**EXERCISE DATA**.

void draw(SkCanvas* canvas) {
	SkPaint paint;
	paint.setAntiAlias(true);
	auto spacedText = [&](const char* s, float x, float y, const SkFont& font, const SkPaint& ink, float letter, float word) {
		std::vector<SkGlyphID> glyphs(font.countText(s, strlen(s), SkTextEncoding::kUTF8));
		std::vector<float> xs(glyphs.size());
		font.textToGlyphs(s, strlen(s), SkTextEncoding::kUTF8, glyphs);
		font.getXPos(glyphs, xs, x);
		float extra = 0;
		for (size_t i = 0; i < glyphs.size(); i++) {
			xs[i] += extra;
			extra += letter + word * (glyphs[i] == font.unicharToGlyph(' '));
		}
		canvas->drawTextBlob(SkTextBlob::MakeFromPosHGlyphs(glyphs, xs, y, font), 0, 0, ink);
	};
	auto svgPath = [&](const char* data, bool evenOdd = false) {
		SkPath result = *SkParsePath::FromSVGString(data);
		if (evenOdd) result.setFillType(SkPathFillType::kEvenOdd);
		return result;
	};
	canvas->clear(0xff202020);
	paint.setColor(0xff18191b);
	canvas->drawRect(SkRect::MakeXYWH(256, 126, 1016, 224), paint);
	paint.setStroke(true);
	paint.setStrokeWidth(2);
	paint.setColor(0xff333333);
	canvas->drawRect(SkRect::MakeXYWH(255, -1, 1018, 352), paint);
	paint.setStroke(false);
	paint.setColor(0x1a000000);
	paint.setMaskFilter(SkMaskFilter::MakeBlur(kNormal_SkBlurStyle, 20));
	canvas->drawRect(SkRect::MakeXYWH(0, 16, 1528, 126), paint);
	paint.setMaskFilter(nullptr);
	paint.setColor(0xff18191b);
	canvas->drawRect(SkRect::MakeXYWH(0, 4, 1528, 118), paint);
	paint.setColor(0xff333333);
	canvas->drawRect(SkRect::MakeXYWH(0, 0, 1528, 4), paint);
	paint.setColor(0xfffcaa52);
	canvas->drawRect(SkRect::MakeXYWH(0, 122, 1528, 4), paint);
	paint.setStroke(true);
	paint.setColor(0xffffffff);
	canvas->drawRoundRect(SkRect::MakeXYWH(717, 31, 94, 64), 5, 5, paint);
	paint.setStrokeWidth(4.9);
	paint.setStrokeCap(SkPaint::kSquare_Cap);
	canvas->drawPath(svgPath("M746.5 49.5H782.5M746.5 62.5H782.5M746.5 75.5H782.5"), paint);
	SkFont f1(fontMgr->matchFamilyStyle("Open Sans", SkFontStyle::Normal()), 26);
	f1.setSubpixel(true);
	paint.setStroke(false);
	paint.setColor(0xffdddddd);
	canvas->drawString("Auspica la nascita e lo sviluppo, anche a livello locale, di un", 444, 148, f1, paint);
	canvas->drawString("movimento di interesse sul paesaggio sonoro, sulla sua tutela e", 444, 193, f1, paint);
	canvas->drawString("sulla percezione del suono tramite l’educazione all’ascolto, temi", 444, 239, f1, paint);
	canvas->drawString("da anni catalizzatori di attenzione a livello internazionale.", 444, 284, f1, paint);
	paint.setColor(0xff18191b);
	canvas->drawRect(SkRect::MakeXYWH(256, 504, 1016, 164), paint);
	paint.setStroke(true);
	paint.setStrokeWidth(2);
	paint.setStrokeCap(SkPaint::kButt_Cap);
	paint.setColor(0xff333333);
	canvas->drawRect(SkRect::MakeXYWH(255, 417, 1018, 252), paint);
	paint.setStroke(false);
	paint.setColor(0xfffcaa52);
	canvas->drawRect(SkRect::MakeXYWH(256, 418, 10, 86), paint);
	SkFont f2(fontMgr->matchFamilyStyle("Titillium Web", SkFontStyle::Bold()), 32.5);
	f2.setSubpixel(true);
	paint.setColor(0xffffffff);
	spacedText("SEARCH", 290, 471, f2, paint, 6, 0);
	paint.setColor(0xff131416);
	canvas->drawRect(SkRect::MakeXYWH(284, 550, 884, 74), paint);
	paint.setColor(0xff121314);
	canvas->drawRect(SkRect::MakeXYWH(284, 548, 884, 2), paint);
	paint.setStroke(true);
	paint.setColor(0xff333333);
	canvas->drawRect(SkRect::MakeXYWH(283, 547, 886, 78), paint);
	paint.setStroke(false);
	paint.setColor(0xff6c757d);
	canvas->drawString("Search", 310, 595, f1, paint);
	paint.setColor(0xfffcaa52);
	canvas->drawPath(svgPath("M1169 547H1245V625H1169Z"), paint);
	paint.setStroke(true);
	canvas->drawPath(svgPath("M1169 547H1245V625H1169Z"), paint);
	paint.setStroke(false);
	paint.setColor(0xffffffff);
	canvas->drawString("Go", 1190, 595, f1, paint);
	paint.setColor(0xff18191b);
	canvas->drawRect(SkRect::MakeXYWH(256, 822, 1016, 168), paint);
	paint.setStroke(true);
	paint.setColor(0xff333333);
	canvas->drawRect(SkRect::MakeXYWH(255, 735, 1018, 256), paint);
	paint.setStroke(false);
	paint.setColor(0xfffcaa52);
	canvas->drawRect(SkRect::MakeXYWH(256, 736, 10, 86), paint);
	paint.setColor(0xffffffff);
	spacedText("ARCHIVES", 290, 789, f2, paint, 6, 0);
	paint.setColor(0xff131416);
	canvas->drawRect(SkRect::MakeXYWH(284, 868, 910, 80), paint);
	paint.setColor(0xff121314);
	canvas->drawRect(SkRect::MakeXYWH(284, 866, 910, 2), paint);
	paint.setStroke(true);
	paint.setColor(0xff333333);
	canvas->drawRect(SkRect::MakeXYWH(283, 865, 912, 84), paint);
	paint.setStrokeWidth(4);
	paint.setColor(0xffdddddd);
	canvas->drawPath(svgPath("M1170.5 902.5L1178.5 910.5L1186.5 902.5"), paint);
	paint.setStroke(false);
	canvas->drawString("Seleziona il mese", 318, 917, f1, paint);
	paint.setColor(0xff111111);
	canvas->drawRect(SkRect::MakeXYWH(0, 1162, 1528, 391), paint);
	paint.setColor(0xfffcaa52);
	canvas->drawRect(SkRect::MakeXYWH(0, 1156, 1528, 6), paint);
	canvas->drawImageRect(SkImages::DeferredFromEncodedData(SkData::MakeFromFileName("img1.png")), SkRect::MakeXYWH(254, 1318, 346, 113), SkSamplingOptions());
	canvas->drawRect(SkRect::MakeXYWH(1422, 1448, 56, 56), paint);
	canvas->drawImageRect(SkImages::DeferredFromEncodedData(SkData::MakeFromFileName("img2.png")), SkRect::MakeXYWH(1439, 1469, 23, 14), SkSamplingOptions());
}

**TASK TO COMPLETE**. Print the line containing "canvas->drawRect(SkRect::MakeXYWH(283, 547, 886, 78), paint);" and every line after it to the end of the records above, exactly as written, and nothing else.

**RESULT FOR THIS TASK**.
	canvas->drawRect(SkRect::MakeXYWH(283, 547, 886, 78), paint);
	paint.setStroke(false);
	paint.setColor(0xff6c757d);
	canvas->drawString("Search", 310, 595, f1, paint);
	paint.setColor(0xfffcaa52);
	canvas->drawPath(svgPath("M1169 547H1245V625H1169Z"), paint);
	paint.setStroke(true);
	canvas->drawPath(svgPath("M1169 547H1245V625H1169Z"), paint);
	paint.setStroke(false);
	paint.setColor(0xffffffff);
	canvas->drawString("Go", 1190, 595, f1, paint);
	paint.setColor(0xff18191b);
	canvas->drawRect(SkRect::MakeXYWH(256, 822, 1016, 168), paint);
	paint.setStroke(true);
	paint.setColor(0xff333333);
	canvas->drawRect(SkRect::MakeXYWH(255, 735, 1018, 256), paint);
	paint.setStroke(false);
	paint.setColor(0xfffcaa52);
	canvas->drawRect(SkRect::MakeXYWH(256, 736, 10, 86), paint);
	paint.setColor(0xffffffff);
	spacedText("ARCHIVES", 290, 789, f2, paint, 6, 0);
	paint.setColor(0xff131416);
	canvas->drawRect(SkRect::MakeXYWH(284, 868, 910, 80), paint);
	paint.setColor(0xff121314);
	canvas->drawRect(SkRect::MakeXYWH(284, 866, 910, 2), paint);
	paint.setStroke(true);
	paint.setColor(0xff333333);
	canvas->drawRect(SkRect::MakeXYWH(283, 865, 912, 84), paint);
	paint.setStrokeWidth(4);
	paint.setColor(0xffdddddd);
	canvas->drawPath(svgPath("M1170.5 902.5L1178.5 910.5L1186.5 902.5"), paint);
	paint.setStroke(false);
	canvas->drawString("Seleziona il mese", 318, 917, f1, paint);
	paint.setColor(0xff111111);
	canvas->drawRect(SkRect::MakeXYWH(0, 1162, 1528, 391), paint);
	paint.setColor(0xfffcaa52);
	canvas->drawRect(SkRect::MakeXYWH(0, 1156, 1528, 6), paint);
	canvas->drawImageRect(SkImages::DeferredFromEncodedData(SkData::MakeFromFileName("img1.png")), SkRect::MakeXYWH(254, 1318, 346, 113), SkSamplingOptions());
	canvas->drawRect(SkRect::MakeXYWH(1422, 1448, 56, 56), paint);
	canvas->drawImageRect(SkImages::DeferredFromEncodedData(SkData::MakeFromFileName("img2.png")), SkRect::MakeXYWH(1439, 1469, 23, 14), SkSamplingOptions());
}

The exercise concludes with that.